Dispuesta a no descansar hasta conseguir el preciado objetivo, recorrió cada madera, cada peldaño, hasta llegar a su escondite en el interior de la bodega.
Al no encontrar ningún rastro, se apoyó en un tabique. Su cuerpo resbaló sobre la superficie rugosa hasta el suelo, y justo en ese momento la pila de paja situada delante de ella se hundió. Los enormes ojos de Constança no parpadearon durante un buen rato. Si hubiera estado en tierra firme habría atribuido el hecho a algún animal, pero allí…
Casi sin respirar, tomó conciencia de lo que ocurría. Uno de los amotinados se ocultaba entre las balas de paja. Vio cómo arrastraba una pierna y se esforzaba por encontrar un lugar donde refugiarse. Estaba encima de una de las maderas que reparaba el maestro carpintero, un rastro de sangre teñía su superficie. El chico de Veracruz no advirtió la presencia de Constança hasta que ella, aterrada, soltó un grito de pánico.
Él se volvió hacia ella protegido por la oscuridad y, con la mano tendida, le tendió el amuleto. Durante unos segundos la inmovilidad de los dos fue absoluta. La desesperación, y después la súplica, se dibujó en el rostro desencajado del joven. Ninguno de ellos habló, pero aquel encuentro sirvió para sellar un pacto tácito.

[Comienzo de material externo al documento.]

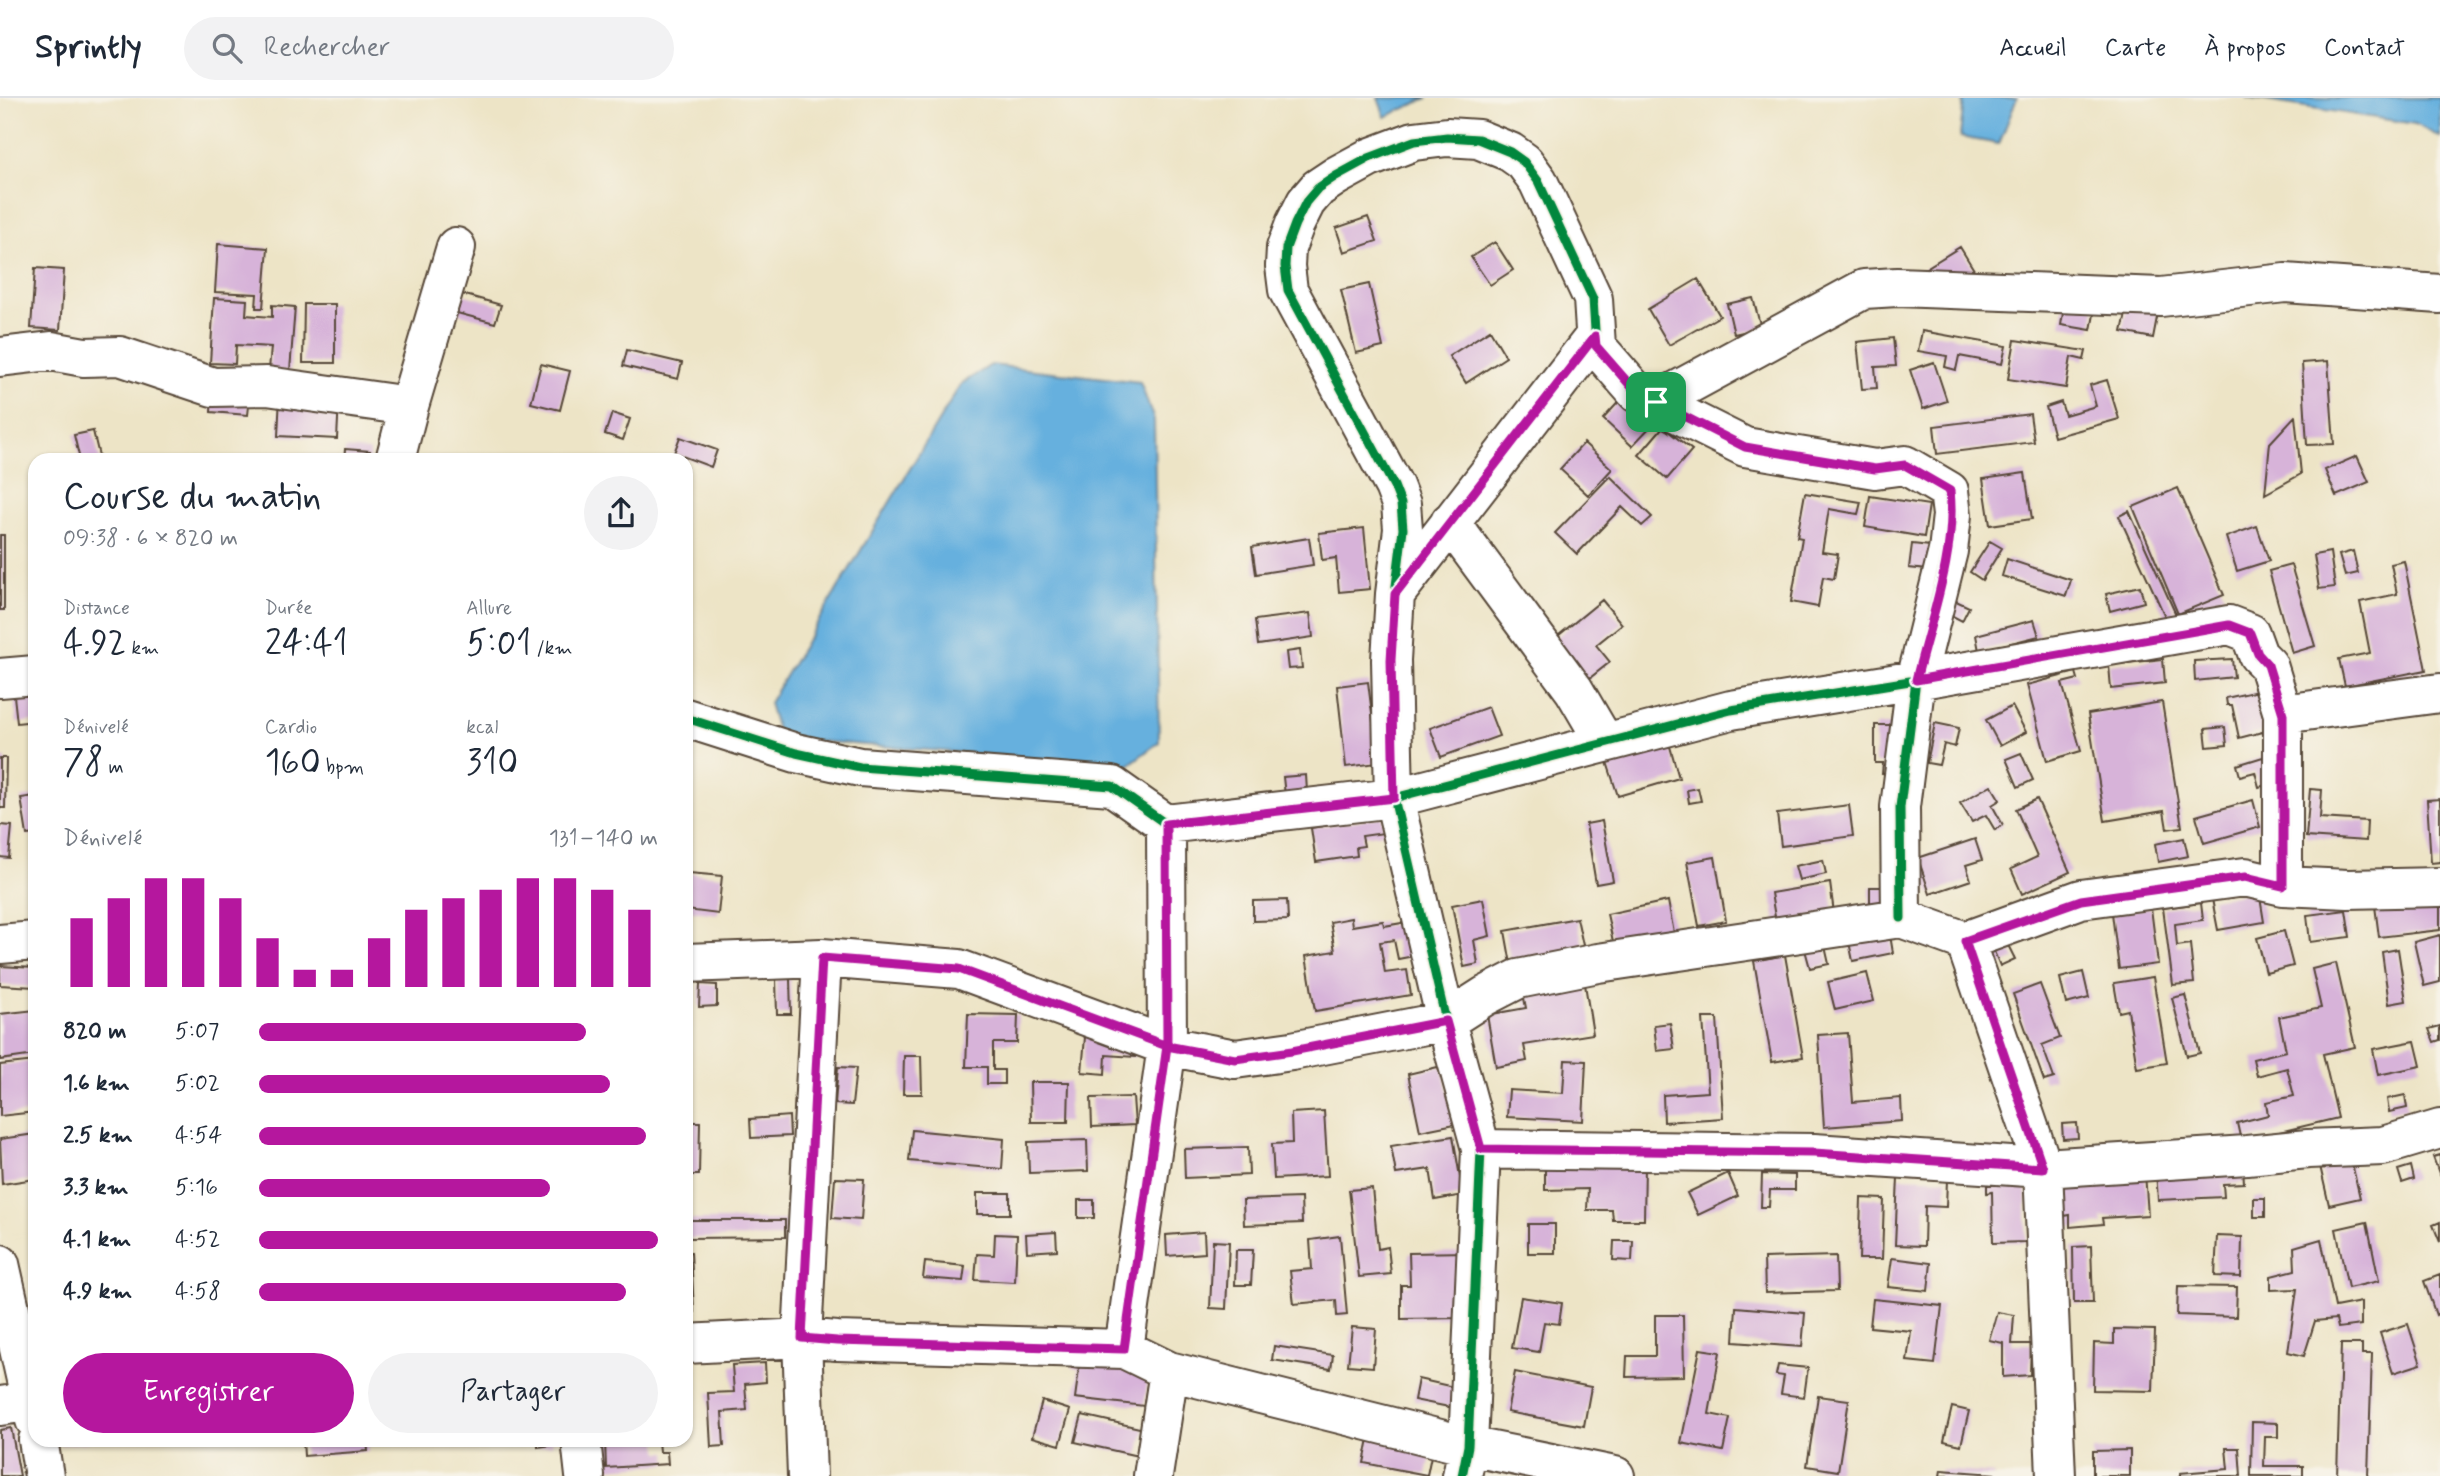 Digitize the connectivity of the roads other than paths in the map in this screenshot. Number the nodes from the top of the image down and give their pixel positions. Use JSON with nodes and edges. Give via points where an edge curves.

Constança cogió su tesoro y, deprisa y corriendo, abandonó la bodega recogiéndose la falda para imprimir más velocidad a sus piernas. El corazón le pulsaba en las sienes y toda ella temblaba cuando, por fin, se encontró en los primeros peldaños de la escalera que conducían a su cabina. Se quedó allí unos instantes, necesitaba asegurarse de que nadie más había presenciado aquel pacto secreto. Tras escrutar rápida y nerviosamente entre sacos, bidones y cajas, miró hacia donde se había refugiado el desconocido, pero desde su nueva posición era imposible distinguir su presencia.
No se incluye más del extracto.